Of course, the right response to the inadequacy of Wu’s call for more, less complex policy is not that we need more, more complex policy. Rather, it’s that we need less policy—at least policy being dictated and implemented by the government. This is one of the stalwart arguments we free market and classical liberal types offer in favor of market economies: they are able to offer a wider range of goods and services that better cater to a wider range of needs of a wider range of people than the government. The reason policy grows complex is because it is trying to address complex problems; and when it fails to address those problems on a first cut, the solution is more often than not to build “patch” fixes on top of the failed policies. The result is an ever-growing book of rules bound together with voluminous “kludges” that is forever out-of-step with the changing realities of a complex, dynamic world.

The solution to so much complexity is not to sweep it under the carpet in the interest of offering simpler, but only partial, solutions catered to the needs of an anointed subset of the public. The solution is to find better ways to address those complex problems—and often times it’s simply the case that the market is better suited to such solutions.

III. A complexity: What does Wu think of consumer protection?

There is a final, and perhaps most troubling, aspect to Wu’s argument. He argues that respect for the public does not require “offering complete transparency and a multiplicity of choices.” Yet that is what he demands of business. As an academic and government official, Wu has been a loud and consistent consumer protection advocate, arguing that consumers are harmed when firms fail to provide transparency and choice—and that the government must use its coercive power to ensure that they do so.

Wu derives his insight that simpler-design-can-be-better-design from the success of Jobs—and recognizes more broadly that the consumer experience of products of the technological revolution (perhaps one could even call it the tech industry) is much better today because of this simplicity than it was in earlier times. Consumers, in other words, can be better off with firms that offer less transparency and choice. This, of course, is intuitive when one recognizes (as Wu has) that time and attention are among the scarcest of resources.

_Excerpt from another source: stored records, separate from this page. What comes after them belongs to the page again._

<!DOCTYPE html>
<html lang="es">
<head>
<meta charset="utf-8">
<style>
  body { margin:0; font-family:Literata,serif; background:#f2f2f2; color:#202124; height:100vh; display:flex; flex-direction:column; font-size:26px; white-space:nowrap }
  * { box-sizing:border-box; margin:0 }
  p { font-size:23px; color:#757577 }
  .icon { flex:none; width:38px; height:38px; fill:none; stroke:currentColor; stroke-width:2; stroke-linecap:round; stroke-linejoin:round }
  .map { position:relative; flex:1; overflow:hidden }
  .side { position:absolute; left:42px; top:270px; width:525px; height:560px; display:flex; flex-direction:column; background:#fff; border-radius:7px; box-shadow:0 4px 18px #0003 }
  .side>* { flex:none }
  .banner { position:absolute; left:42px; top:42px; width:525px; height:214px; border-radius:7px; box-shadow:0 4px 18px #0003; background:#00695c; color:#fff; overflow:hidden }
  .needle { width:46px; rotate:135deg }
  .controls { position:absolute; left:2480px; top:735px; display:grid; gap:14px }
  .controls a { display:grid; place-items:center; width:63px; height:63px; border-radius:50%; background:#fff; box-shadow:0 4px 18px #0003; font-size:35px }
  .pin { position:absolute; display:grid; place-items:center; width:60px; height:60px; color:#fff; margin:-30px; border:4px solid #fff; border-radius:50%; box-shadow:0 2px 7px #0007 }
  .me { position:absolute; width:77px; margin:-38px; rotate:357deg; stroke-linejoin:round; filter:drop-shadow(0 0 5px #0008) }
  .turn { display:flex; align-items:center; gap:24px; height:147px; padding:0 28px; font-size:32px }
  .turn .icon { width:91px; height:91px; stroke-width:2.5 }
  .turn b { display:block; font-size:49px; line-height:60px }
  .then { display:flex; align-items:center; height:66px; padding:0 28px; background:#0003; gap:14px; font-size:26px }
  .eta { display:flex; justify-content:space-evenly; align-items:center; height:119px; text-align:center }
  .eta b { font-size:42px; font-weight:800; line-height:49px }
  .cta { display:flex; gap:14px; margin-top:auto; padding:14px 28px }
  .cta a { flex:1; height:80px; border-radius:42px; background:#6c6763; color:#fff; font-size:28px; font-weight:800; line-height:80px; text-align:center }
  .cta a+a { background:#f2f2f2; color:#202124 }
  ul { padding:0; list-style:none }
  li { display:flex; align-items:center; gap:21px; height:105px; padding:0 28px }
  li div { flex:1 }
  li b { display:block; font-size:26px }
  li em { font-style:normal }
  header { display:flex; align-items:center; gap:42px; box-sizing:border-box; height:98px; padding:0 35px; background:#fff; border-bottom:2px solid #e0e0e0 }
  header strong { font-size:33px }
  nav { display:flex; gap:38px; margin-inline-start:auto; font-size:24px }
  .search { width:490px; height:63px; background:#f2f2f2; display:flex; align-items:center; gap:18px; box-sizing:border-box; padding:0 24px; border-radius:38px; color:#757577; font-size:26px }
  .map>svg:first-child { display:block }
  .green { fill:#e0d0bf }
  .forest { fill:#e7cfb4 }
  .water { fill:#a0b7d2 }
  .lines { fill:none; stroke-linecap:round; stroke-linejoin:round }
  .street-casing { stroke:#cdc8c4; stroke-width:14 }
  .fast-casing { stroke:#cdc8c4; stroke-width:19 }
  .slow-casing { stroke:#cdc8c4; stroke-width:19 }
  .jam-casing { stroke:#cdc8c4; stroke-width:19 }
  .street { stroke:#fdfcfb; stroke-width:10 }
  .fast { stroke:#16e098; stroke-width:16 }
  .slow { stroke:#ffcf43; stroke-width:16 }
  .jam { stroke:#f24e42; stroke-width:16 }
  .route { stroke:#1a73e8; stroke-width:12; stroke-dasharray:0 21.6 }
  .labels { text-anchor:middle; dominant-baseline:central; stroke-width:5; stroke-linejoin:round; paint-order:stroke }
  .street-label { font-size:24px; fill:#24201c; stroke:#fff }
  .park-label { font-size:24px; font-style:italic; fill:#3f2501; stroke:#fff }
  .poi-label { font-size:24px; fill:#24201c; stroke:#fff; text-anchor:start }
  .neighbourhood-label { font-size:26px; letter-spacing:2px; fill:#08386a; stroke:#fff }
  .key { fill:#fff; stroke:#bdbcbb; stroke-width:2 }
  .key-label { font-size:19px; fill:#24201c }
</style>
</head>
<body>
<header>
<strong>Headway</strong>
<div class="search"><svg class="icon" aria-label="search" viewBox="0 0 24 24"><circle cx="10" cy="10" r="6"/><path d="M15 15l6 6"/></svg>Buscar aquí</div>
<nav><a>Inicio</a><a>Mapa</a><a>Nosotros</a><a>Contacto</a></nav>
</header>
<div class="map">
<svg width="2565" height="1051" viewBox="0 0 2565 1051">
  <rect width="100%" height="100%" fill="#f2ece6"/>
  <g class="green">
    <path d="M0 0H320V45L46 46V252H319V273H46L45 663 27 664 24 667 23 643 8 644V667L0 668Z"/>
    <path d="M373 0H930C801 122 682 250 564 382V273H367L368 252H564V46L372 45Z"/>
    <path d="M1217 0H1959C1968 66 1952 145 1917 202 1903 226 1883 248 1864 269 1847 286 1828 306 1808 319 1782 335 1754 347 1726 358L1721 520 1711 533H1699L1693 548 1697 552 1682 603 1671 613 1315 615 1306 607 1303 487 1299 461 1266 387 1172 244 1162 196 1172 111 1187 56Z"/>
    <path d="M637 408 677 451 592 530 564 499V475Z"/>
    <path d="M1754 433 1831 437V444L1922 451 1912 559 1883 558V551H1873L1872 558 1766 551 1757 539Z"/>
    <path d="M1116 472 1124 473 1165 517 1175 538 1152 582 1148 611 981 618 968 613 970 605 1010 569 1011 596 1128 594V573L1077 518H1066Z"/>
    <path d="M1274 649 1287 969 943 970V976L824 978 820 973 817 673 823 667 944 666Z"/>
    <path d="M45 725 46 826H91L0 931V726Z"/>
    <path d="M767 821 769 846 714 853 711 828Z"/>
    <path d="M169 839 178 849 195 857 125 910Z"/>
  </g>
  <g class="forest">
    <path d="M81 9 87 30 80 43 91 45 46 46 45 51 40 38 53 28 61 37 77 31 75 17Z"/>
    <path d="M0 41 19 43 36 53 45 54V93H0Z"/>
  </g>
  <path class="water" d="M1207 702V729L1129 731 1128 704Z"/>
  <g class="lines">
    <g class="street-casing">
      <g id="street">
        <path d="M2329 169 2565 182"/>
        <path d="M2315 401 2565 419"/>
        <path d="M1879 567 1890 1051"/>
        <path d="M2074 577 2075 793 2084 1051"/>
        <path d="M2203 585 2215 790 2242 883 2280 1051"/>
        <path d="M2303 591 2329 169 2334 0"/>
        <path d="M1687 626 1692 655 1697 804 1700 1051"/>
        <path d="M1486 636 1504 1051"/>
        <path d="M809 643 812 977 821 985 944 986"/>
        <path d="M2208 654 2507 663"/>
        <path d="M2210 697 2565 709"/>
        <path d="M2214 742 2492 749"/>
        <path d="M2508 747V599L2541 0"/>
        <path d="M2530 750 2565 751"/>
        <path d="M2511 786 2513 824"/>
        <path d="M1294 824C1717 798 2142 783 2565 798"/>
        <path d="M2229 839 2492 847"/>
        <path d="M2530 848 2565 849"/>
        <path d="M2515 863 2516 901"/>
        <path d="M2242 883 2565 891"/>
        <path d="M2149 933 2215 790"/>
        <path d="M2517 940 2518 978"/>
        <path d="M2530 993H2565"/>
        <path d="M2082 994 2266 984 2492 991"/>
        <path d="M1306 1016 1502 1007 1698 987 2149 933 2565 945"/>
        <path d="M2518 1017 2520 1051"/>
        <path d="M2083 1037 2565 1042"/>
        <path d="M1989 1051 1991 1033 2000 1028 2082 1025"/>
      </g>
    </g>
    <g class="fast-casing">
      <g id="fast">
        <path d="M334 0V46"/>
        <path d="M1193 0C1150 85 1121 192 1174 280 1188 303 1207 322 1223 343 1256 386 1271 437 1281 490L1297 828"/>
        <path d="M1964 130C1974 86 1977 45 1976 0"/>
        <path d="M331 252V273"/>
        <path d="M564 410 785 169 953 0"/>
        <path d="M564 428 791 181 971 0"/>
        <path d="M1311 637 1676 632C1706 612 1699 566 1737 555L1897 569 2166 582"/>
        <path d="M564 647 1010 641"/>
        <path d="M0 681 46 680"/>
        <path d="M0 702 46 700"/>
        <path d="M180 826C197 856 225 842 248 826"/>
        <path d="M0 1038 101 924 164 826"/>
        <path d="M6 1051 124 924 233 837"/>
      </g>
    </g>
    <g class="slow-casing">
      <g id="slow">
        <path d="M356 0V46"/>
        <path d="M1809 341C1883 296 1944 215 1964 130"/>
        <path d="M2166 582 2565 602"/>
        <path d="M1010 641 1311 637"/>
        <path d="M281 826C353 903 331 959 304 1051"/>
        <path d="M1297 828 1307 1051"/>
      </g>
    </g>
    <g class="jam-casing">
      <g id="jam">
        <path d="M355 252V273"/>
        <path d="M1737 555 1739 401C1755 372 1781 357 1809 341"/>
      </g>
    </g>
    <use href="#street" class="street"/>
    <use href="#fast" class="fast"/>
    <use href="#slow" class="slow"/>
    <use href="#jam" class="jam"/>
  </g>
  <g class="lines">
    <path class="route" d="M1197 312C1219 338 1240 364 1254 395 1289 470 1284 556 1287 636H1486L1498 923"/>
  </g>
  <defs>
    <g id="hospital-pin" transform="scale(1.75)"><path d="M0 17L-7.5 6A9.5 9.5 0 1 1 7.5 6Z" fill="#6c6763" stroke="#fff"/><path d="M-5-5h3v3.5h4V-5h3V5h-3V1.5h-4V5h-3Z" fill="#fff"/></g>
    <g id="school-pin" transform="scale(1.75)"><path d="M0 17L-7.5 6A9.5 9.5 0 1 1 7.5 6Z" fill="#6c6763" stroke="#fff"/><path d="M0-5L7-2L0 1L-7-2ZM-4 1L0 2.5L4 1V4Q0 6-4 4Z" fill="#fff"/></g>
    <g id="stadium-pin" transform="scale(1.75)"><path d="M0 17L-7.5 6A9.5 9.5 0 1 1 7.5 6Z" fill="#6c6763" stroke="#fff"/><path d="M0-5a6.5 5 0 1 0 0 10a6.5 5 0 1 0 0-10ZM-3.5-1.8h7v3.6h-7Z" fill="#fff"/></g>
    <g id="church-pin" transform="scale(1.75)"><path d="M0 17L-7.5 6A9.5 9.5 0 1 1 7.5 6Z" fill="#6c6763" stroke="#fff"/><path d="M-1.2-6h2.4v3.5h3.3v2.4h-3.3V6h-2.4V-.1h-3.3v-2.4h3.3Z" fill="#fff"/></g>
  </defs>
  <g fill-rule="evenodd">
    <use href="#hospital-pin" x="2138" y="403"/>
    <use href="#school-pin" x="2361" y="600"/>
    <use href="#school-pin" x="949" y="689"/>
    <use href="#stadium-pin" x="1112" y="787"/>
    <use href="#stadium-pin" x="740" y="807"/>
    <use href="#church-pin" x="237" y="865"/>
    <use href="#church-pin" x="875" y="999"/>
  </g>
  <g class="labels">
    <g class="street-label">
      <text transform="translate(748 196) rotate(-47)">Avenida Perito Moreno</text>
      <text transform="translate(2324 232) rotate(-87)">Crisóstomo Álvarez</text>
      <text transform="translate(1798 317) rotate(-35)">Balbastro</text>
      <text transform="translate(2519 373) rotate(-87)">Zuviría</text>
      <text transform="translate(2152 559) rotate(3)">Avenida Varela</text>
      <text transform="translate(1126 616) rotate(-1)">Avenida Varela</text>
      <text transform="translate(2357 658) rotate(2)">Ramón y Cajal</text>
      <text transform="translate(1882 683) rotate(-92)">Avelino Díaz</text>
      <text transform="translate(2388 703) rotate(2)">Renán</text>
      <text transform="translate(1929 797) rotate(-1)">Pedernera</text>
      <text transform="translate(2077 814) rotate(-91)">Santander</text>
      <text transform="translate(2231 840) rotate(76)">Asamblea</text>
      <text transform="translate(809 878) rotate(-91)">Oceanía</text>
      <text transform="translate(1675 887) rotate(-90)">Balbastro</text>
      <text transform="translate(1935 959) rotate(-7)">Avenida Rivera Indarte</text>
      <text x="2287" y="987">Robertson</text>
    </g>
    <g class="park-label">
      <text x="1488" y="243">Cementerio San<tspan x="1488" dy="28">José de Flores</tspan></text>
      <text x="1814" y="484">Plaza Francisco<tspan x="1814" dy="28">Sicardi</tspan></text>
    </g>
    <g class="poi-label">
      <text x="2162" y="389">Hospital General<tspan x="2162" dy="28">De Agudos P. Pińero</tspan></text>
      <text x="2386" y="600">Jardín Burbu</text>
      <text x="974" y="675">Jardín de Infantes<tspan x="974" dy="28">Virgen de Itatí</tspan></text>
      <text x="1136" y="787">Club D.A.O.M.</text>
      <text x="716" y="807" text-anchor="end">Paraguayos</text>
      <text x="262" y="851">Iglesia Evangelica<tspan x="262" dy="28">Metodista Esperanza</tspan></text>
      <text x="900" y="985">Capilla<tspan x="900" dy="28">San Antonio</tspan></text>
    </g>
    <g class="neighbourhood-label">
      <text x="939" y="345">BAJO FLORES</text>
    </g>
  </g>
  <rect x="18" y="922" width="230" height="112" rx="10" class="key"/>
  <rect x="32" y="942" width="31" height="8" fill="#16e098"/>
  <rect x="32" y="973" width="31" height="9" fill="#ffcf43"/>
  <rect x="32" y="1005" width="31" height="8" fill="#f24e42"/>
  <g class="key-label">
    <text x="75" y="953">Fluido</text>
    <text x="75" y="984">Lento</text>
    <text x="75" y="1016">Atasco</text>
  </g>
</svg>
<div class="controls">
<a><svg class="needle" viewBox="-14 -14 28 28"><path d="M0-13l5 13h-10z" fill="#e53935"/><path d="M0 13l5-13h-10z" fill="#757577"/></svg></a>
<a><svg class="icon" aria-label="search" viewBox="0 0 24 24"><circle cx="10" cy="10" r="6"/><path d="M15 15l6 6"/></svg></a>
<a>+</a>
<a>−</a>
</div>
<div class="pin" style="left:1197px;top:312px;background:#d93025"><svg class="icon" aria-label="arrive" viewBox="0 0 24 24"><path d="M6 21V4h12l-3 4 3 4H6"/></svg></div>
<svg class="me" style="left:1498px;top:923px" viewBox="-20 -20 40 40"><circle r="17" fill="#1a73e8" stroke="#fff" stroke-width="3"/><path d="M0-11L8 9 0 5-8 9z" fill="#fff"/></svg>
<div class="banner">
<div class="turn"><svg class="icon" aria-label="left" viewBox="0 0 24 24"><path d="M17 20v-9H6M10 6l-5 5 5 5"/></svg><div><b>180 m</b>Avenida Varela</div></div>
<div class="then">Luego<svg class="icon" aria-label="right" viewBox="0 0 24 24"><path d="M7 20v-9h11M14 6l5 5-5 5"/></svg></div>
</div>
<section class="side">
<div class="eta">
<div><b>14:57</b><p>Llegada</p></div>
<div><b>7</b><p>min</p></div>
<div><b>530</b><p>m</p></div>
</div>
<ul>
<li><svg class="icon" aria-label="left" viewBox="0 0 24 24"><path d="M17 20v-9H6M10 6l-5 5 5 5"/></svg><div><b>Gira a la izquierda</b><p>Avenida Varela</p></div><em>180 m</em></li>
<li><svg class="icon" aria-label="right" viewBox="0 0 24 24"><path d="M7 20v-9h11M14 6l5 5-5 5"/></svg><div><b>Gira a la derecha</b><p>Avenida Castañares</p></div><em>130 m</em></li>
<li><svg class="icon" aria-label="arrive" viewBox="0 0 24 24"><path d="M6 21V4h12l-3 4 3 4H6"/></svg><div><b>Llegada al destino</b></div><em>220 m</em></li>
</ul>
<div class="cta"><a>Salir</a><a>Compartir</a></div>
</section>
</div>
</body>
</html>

Steve Jobs and Elizabeth Holmes both understood that the avoidance of complexity and minimizing of choices are hallmarks of good design. Jobs built an empire around this; Holmes cost investors hundreds of millions of dollars in her failed pursuit. But while Holmes failed where Jobs succeeded, her failure was not tragic: Theranos was never the only medical testing laboratory in the market and, indeed, was never more than a bit player in that market. For every Apple that thrives, the marketplace erases a hundred Theranoses. But we do not have a market of governments. Wu’s call for policy to be more like Apple is a call for most government policy to fail like Theranos. Perhaps where the challenge is to do more complex policy simply, the simpler solution is to do less, but simpler, policy well.

Conclusion

We need less dumbing down of complex policy in the interest of simplicity; and we need leaders who are able to make citizens comfortable with and understanding of complexity. Wu is right that good policy need not be complex. But the lesson from that is not that complex policy should be made simple. Rather, the lesson is that policy that cannot be made simple may not be good policy after all.